Colazione, bus Fahraj-Yazd, due bus per il Terminal (la stazione degli autobus a lunga percorrenza), mezz’ora di attesa, e si parte alle 10.40. Bus VIP con posti super-spaziosi e TV giusto davanti. Chissà che ci guardiamo un bel filmone romantico dove possiamo immaginare baci e abbracci (visto che in Iran non è ammessa l’espressione di affetto).

Ho visto pochi smartphone qui in Iran, meno che in Repubblica Dominicana o Tanzania.

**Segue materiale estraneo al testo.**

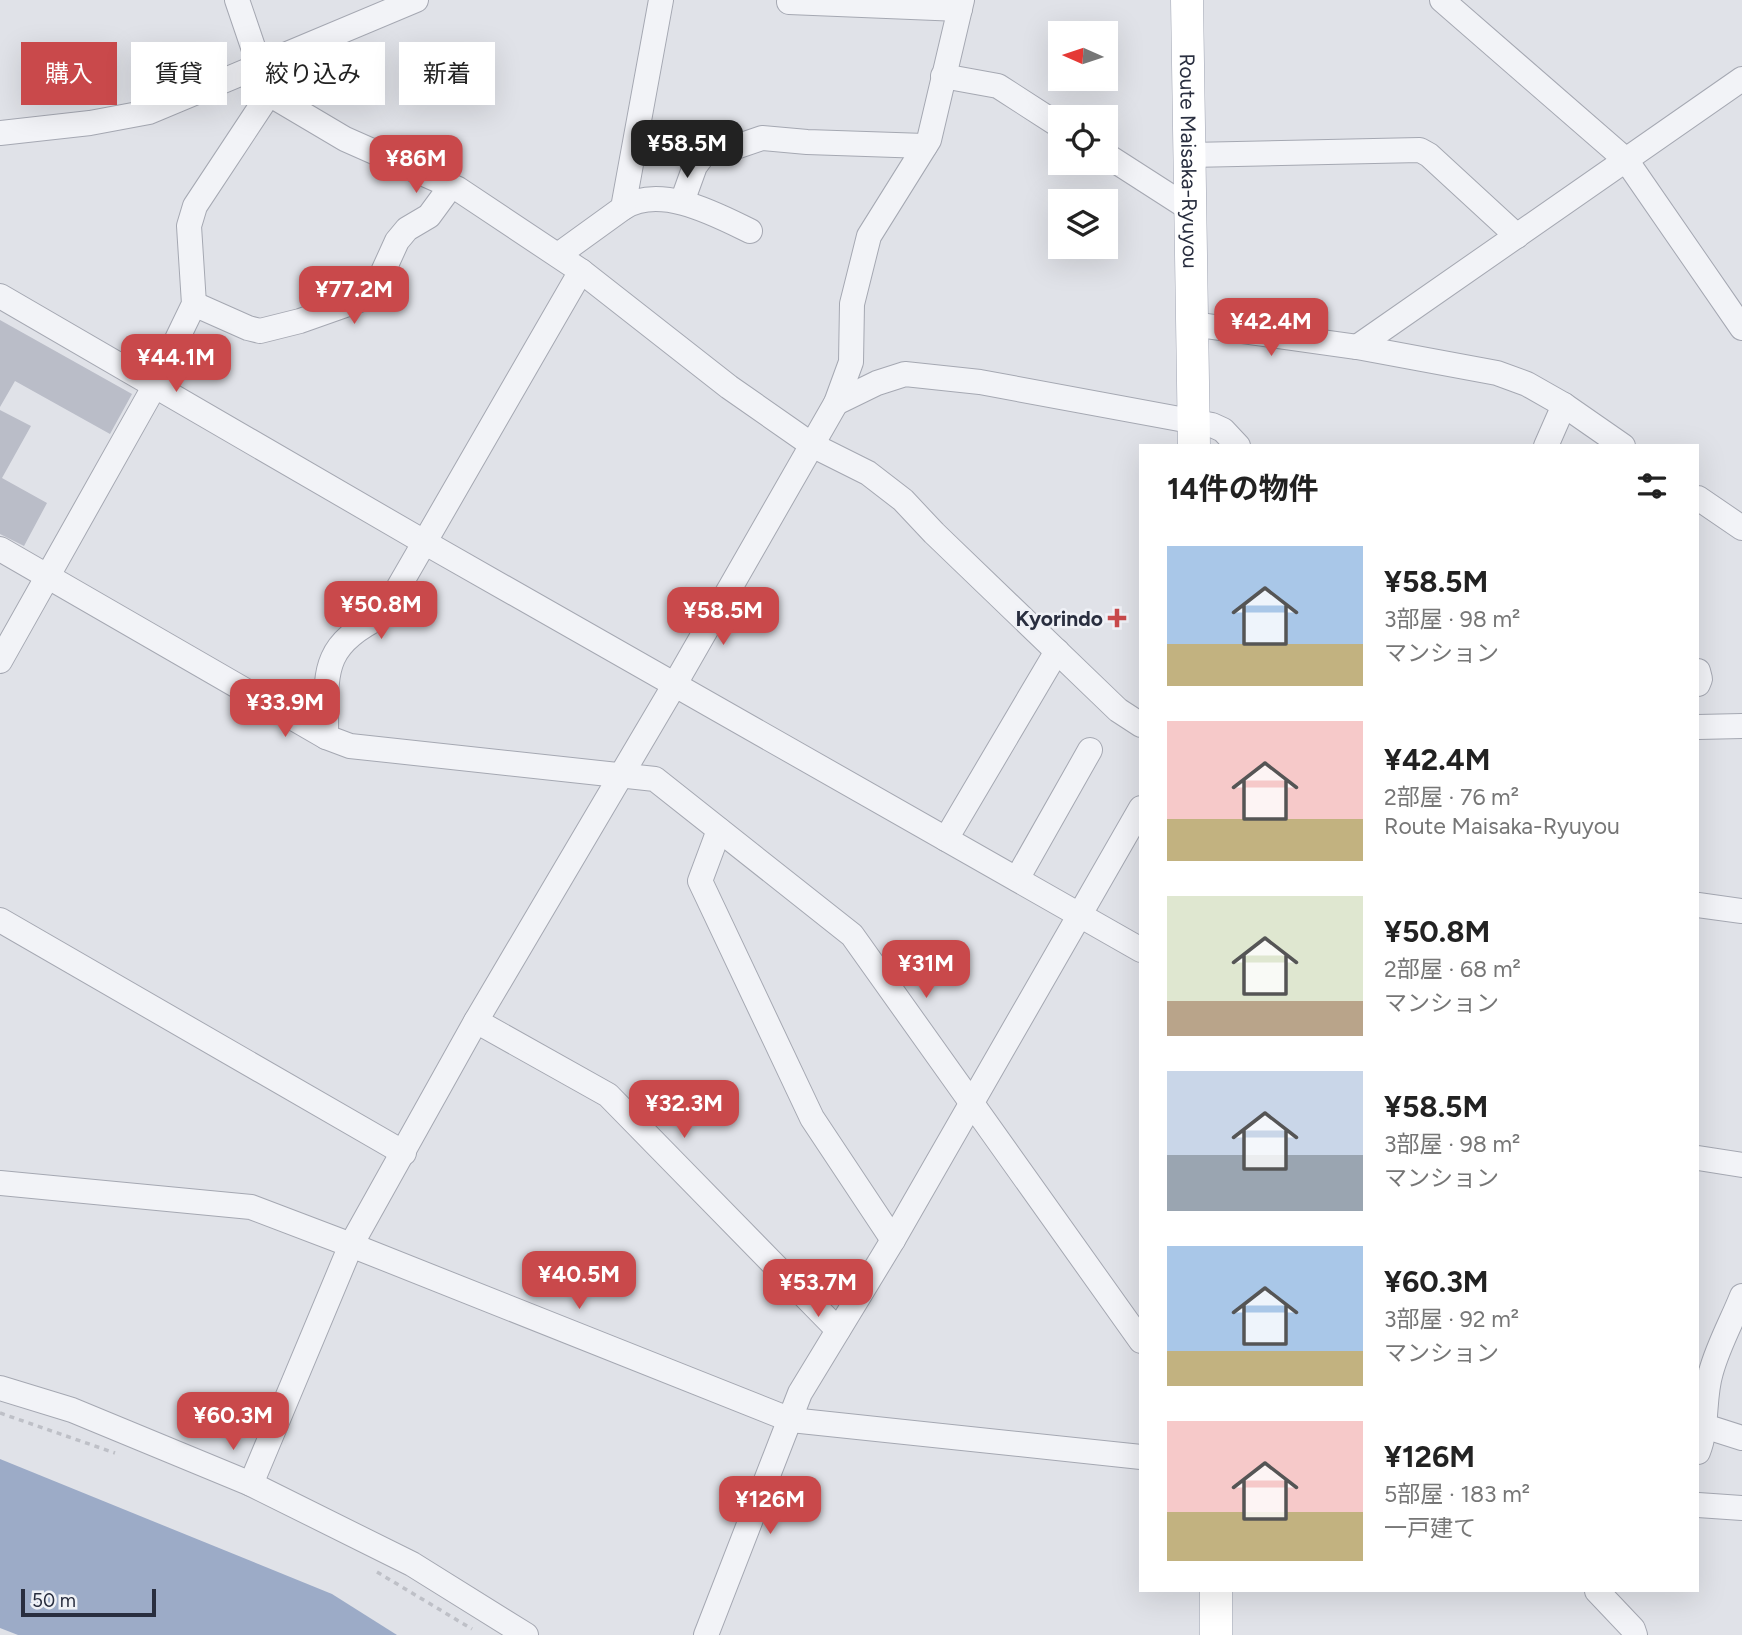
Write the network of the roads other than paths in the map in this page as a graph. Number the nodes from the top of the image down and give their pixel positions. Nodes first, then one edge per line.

Sarà che non c’è internet ovunque? In realtà ho scoperto che una sim senza internet costa sui 3 dollari, con internet 10; magari costa un po’ troppo per uno di qua, ma il servizio c’è.

strada in iran

“Autogrill” lungo le strade iraniane

21h20 Al Niayesh Boutique Hotel. Abbiamo preso l’ultima stanza libera al Niayesh, quindi magari se venivamo in auto e arrivavamo per le 7 (perché ci vogliono un paio d’ore solo per visitare Persepolis, più le necropoli e Pesargade) ci toccava cercare un altro posto. E sarebbe stato un peccato perché il Niayesh è l’unico hotel in una casa tradizionale, vale a dire una di quelle con il cortile interno e le stanze attorno. E’ un punto di ritrovo per turisti, quindi speriamo di trovare qualcuno con cui andare a Persepolis, altrimenti ci tocca prendere il bus  ed è un po’ più un casino, soprattutto per Pesergade.

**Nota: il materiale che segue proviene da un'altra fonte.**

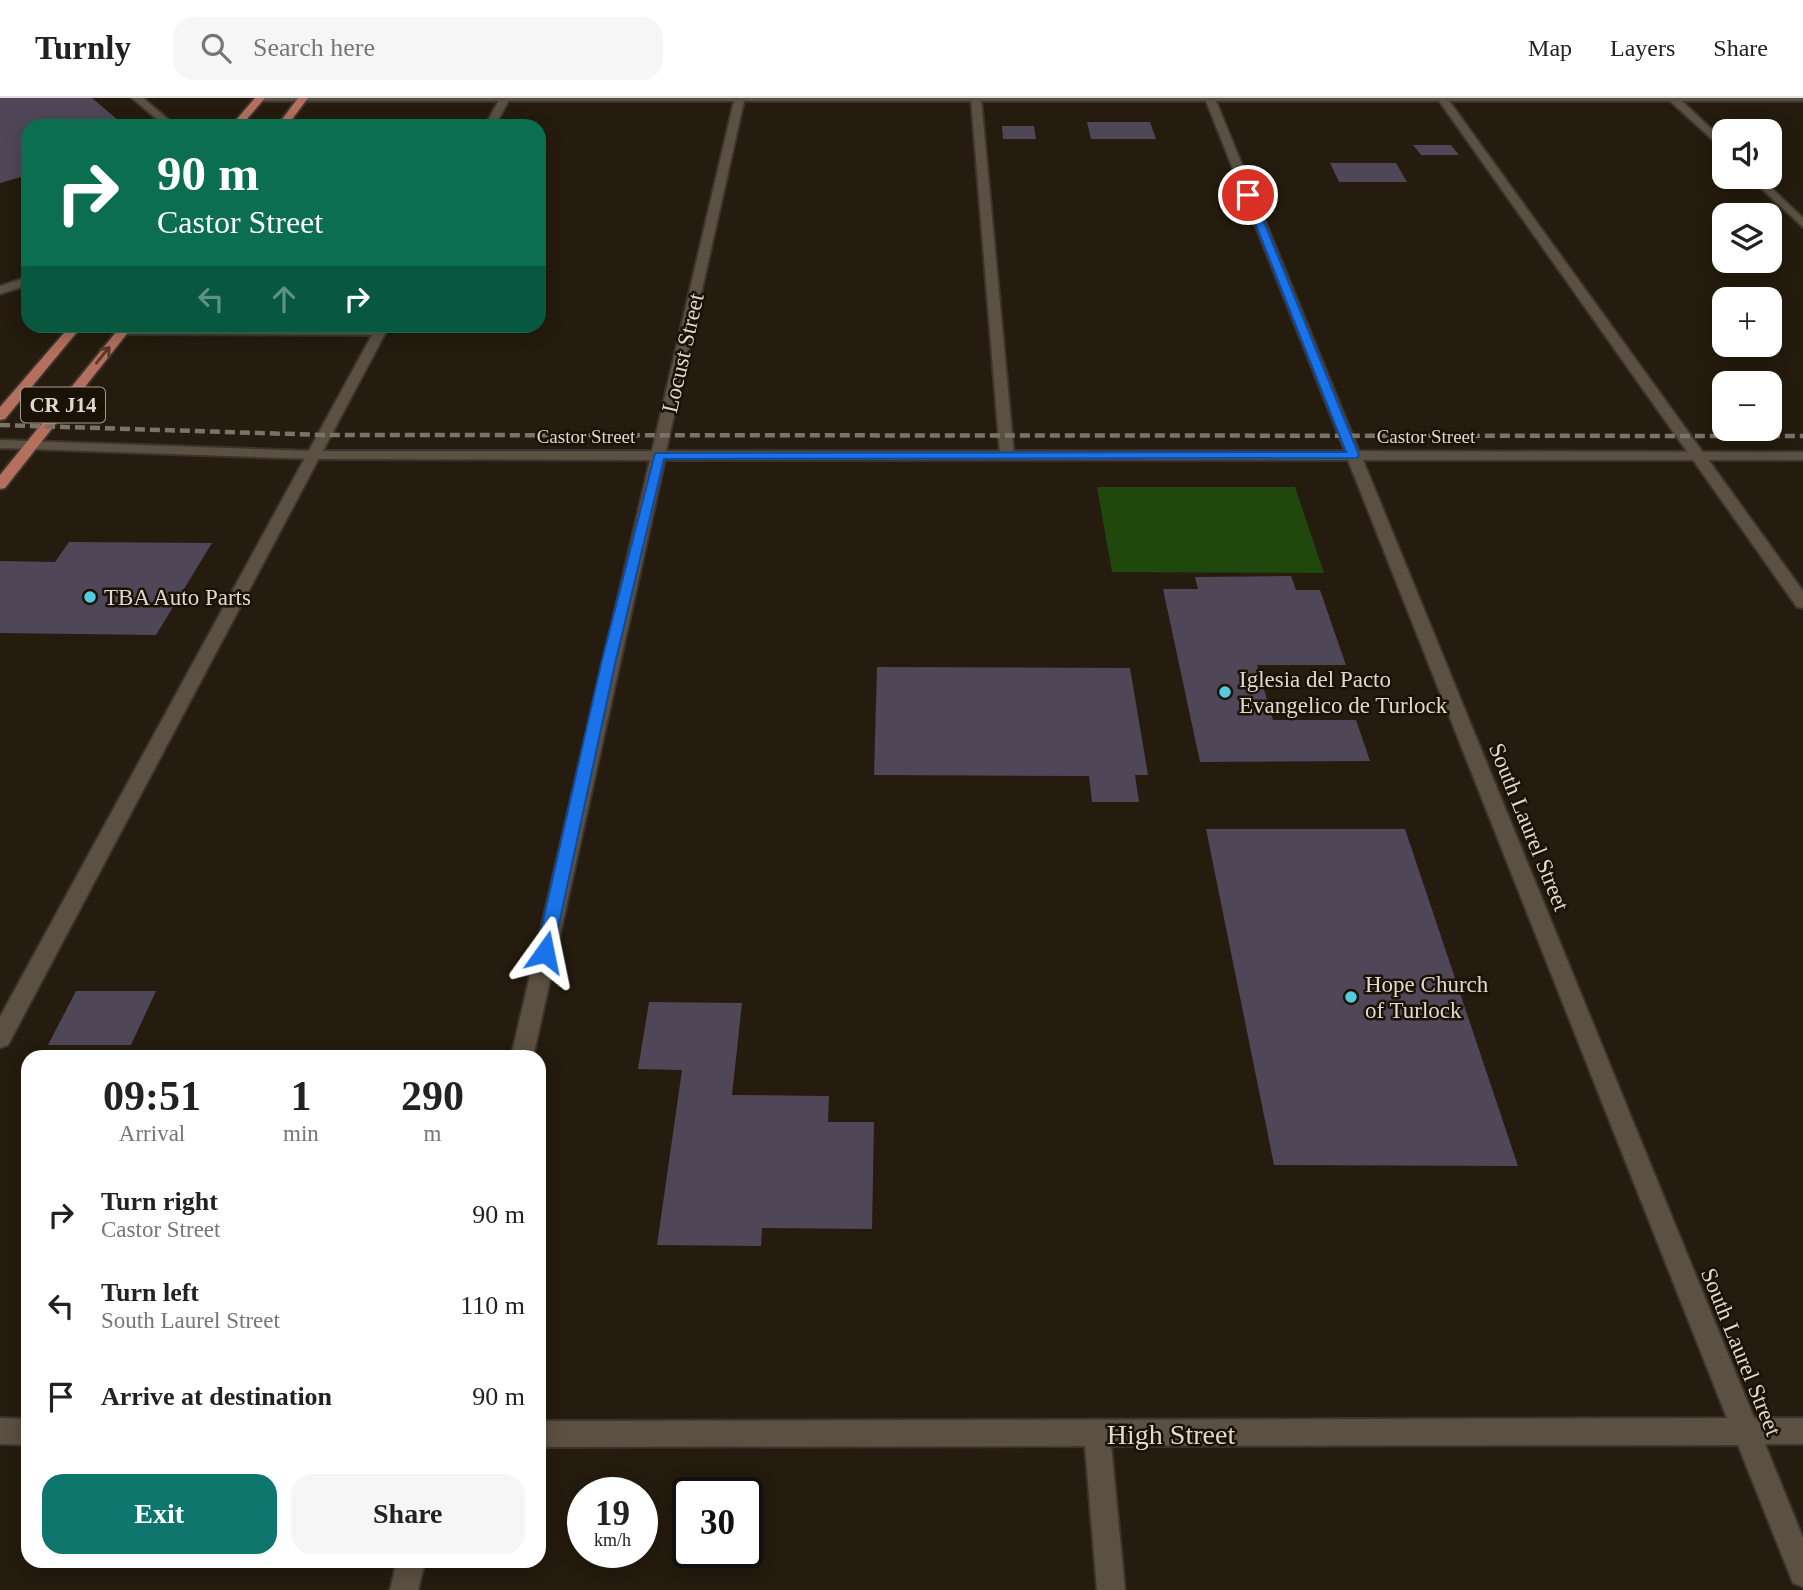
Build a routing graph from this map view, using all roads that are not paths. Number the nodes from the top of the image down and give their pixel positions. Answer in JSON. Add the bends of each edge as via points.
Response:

Abbiamo cenato al ristorante dell’hotel ed era tutto buonissimo.

Quindi siamo arrivati a Shiraz verso le 5; l’ultima ora sul pullman da Yazd ci ha intrattenuti l’unico bimbo mulatto visto finora qui. Arrivati a Shiraz, abbiamo preso il bus 79 dal Terminal all’hotel. E subito la gente ha cominciato a parlarci; vogliono sapere da dove siamo e se ci piace l’Iran. Molto diverso dalle altre città, si vede che è una città più aperta, quasi metropolitana. Volevano mandarci all’hotel Shiraz. 5 stelle. Quando saremo ricchi magari. Un vecchietto è sceso dal bus con noi, ci ha pagato i biglietti e ci ha accompagnati all’hotel, fermandosi ogni 5 minuti per chiedere info ai negozianti ed essere sicuro che fossimo sulla giusta strada. Anche quando abbiamo visto le prime indicazioni per l’hotel, non ci ha lasciati finché non abbiamo trovato l’entrata. Boh. Io non ho mai vissuto un’ospitalità del genere.

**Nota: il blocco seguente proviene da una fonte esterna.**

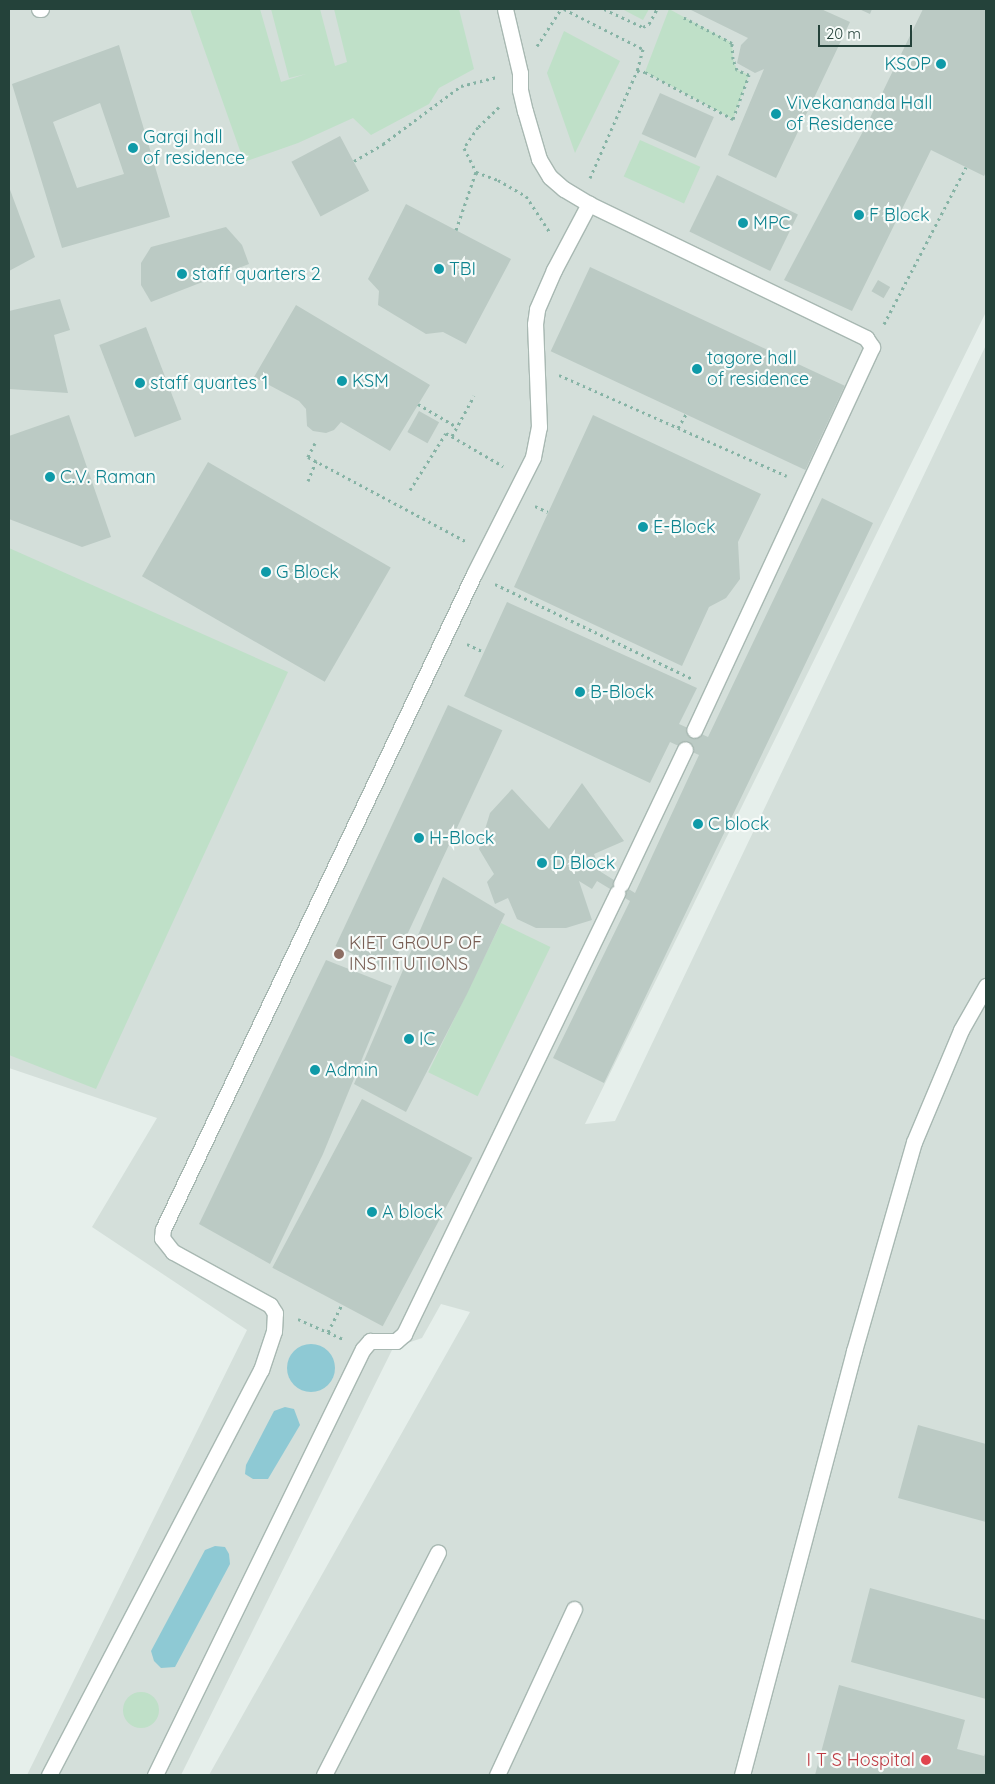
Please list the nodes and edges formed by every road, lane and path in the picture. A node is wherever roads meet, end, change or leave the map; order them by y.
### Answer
1 (505, 9) edge
2 (563, 9) edge
3 (604, 9) edge
4 (656, 9) edge
5 (682, 16) dead end
6 (637, 70) junction
7 (520, 73) junction
8 (520, 90) junction
9 (354, 161) dead end
10 (966, 167) dead end
11 (476, 172) junction
12 (585, 201) junction
13 (456, 230) dead end
14 (564, 252) junction
15 (872, 347) junction
16 (536, 365) junction
17 (474, 396) dead end
18 (418, 404) dead end
19 (686, 414) dead end
20 (457, 427) junction
21 (678, 428) junction
22 (452, 436) junction
23 (315, 443) dead end
24 (316, 461) junction
25 (523, 477) junction
26 (308, 481) dead end
27 (808, 485) junction
28 (410, 490) dead end
29 (485, 552) junction
30 (474, 574) junction
31 (713, 689) junction
32 (694, 730) dead end
33 (685, 749) dead end
34 (986, 986) edge
35 (342, 1304) dead end
36 (275, 1313) junction
37 (328, 1332) junction
38 (363, 1349) junction
39 (438, 1552) dead end
40 (574, 1609) dead end
41 (49, 1775) edge
42 (155, 1775) edge
43 (324, 1775) edge
44 (497, 1775) edge
45 (742, 1775) edge

1 - 7 lane
2 - 6 path
2 - 7 path
3 - 4 path
5 - 6 path
6 - 12 path
7 - 8 lane
7 - 9 path
8 - 11 path
8 - 12 lane
10 - 15 path
11 - 13 path
11 - 14 path
12 - 14 lane
12 - 15 lane
14 - 16 lane
15 - 27 lane
16 - 21 path
16 - 25 lane
17 - 20 path
18 - 20 path
19 - 21 path
20 - 22 path
21 - 27 path
22 - 25 path
22 - 28 path
23 - 24 path
24 - 26 path
24 - 29 path
25 - 29 lane
27 - 31 lane
29 - 30 lane
30 - 31 path
30 - 36 lane
31 - 32 lane
33 - 38 lane
34 - 45 lane
35 - 37 path
36 - 37 path
36 - 41 lane
37 - 38 path
38 - 42 lane
39 - 43 lane
40 - 44 lane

Appena messe giù le valigie e fatta la pipì siamo stati a vedere l’AMRAGH-E SHAH-E CHERAGH, uno “shrine” dove sono sepolti due fratelli di Mir Ahmad (o forse è il Boghe-ye Sanyed Mir Mohammad). Un casino mettermi lo chador, ma sono stati molto gentili. Ci hanno accompagnati all’ufficio “relazioni internazionali” dove ci hanno offerto il tè. Poi ci hanno accompagnati alle due tombe. Mura e soffitti ricoperti di pezzetti di specchio. Entrate separate per maschi e femmine, Luca è andato per conto suo con il suo accompagnatore. Dentro la gente pregava e piangeva per sfogarsi del dolore causato da malanni e preoccupazioni. Molto toccante. Altri invece guardavano il telefono e facevano le bolle con la gomma da masticare. A me hanno fatto mettere giù la macchina fotografica all’entrata, mentre Luca ha fatto foto con il cellulare. La ragazza che mi accompagnava è una studentessa di sociologia che una volta a settimana fa la volontaria lì. Mi ha spiegato dei sassi che si mettono per terra e la fronte li deve toccare quando ci si piega per pregare, così le energie negative escono dal corpo e vanno sul pavimento, mentre quelle positive entrano. Allah ha 1000 e uno nomi che sono scritti tutti nel Corano. Il verde è il colore dell’Islam perché Maometto vestiva di verde, + il paradiso sarà verde pieno di piante; l’oro è un altro colore dell’Islam perché boh, il blu perché collega non so che. Una signora ha chiesto alla mia giovane guida se è sposata; lei ha risposto di no. Vuole finire gli studi prima di sposarsi, ma le fanno spesso questa domanda; probabilmente hanno un figlio da sposare e lei sembra una brava ragazza.

Ai confini del deserto

Ai confini del deserto

A Fahraj, Iran

17feb 2015, ore 9.30 circa

Siamo seduti sul freddo ciglio della strada fuori dal Silk Road Hotel ad aspettare Masoud del Fahreddinn che si è offerto di venire a prenderci da Fahraj. Le tedesche strane restano un altro giorno, le troveremo domani a Shiraz. Siamo a metà vacanza.

10h50 Alla fine abbiamo fatto chiamare dall’hotel e ci hanno dato un autista. Vabbé. Io sarei venuta a Fahraj anche in bus, ma a sto punto mi sembrava di offendere a rifiutare il passaggio. In fondo si è offerto lui.

Le strade fuori città hanno 2 o 3 corsie per direzione, nonostante non ci sia molto traffico, e tra una direzione e l’altra ci sono circa 50 metri, così non si scontrano (hanno un po’ l’abitudine di stare a lungo sulla corsia del senso opposto per sorpassare); tanto c’è spazio, c’è il deserto attorno.

Tra un paese e l’altro deserto. Solo nelle vicinanze dei centri abitati, dove arriva l’acqua tramite i qonat (un sistema di acquedotto che però sembra essere un po’ costoso e quindi un po’ alla volta stanno cercando di sostituirlo), ci sono poche piante e qualche rara coltivazione. Per il resto solo sabbia, roccia e qualche arbusto.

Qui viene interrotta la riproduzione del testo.